The mistaken belief that cohabiting couples enjoy legal rights similar to those who are formally married or in a civil partnership. They don’t. There is no such thing as a “common law” wife or husband or marriage, no matter how long a couple may “live together as man and wife” or however one wants to describe it.
Historically, the expression was once used to describe the recognition, under the law of England and Wales, of marriages conducted abroad or under some forms of traditional or religious ceremony. But that is not its modern meaning in this jurisdiction. Its appearance on some legal-looking forms, eg from banks or building societies, is as anachronistic as the ubiquitous (but inappropriate) image of a gavel.

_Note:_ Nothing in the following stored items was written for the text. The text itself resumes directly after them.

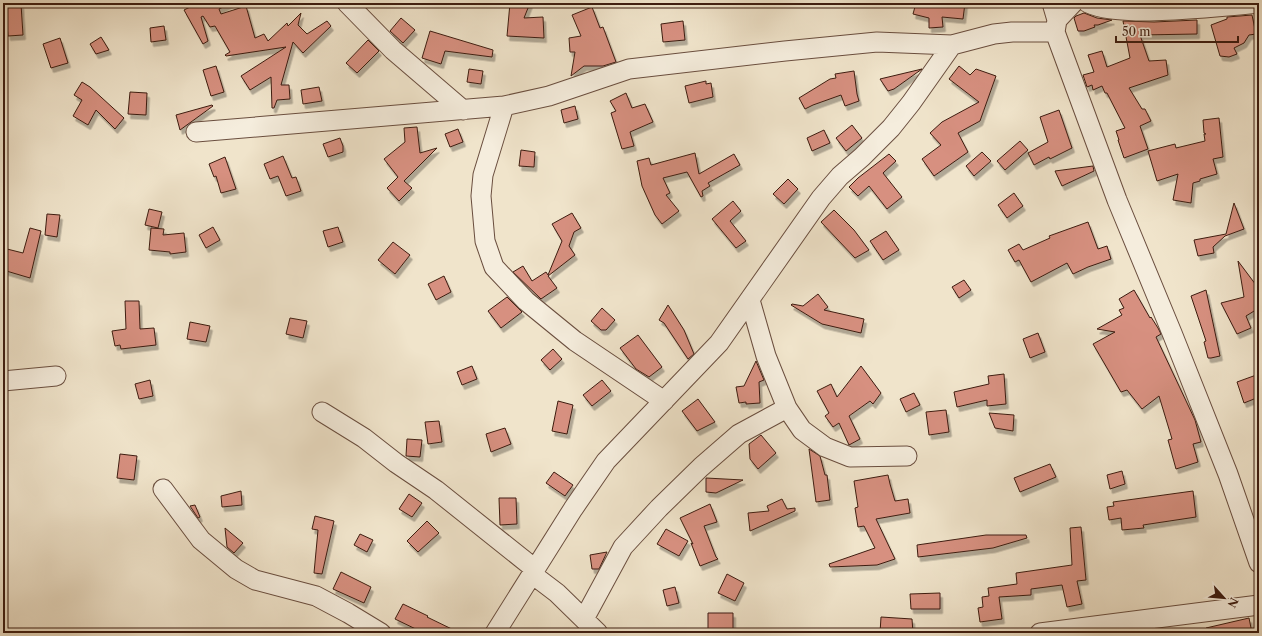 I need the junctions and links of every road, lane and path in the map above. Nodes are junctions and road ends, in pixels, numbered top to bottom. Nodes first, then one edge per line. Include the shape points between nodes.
1 (347, 3) edge
2 (1074, 3) edge
3 (1088, 3) edge
4 (1259, 3) edge
5 (1055, 19) edge
6 (952, 45) junction
7 (504, 106) junction
8 (463, 110) junction
9 (196, 132) dead end
10 (750, 300) junction
11 (56, 376) dead end
12 (3, 381) edge
13 (664, 401) junction
14 (787, 408) junction
15 (322, 412) dead end
16 (907, 456) dead end
17 (163, 488) dead end
18 (1259, 563) edge
19 (533, 571) junction
20 (1259, 606) edge
21 (584, 619) junction
22 (1102, 629) edge
23 (381, 633) edge
24 (495, 633) edge
25 (598, 633) edge
26 (1040, 633) edge

1 - 8 street via 393,50
2 - 5 street
3 - 4 street via 1121,10 1167,11
5 - 6 street via 1012,32
5 - 18 street via 1117,200 1228,474
6 - 7 street via 877,42 629,69 549,96
6 - 10 street via 891,128 840,176 821,198
7 - 8 street
7 - 13 street via 483,175 480,196 485,241 494,267 526,301 575,341
8 - 9 street
10 - 13 street via 720,343
10 - 14 street via 766,356
11 - 12 street
13 - 19 street via 606,461
14 - 16 street via 802,430 826,447 850,457
14 - 21 street via 740,434 659,508 623,547
15 - 19 street via 364,438 436,490
17 - 23 street via 201,540 236,569 255,580 316,596
19 - 21 street
19 - 24 street
20 - 22 street
21 - 25 street
22 - 26 street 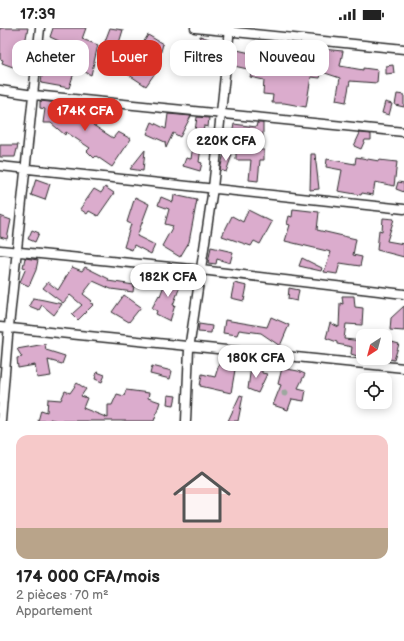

Cohabiting couples do not enjoy the same legal rights as those in a marriage or civil partnership. Most importantly, cohabiting couples cannot divorce in the sense governed by the Matrimonial Causes Act 1973, and their property, however shared, cannot be reallocated in the same way as happens on the breakdown of a marriage or civil partnership. Instead, their property is dealt with mainly under the law of trusts. There are other differences, too, such as what happens under the law on intestacy, if one of a cohabiting couple dies.
The courts’ powers in relation to children, on the other hand, are largely derived from legislation that does not depend on whether the parents are married or not, with some exceptions (eg in relation to the attribution of parental responsibility).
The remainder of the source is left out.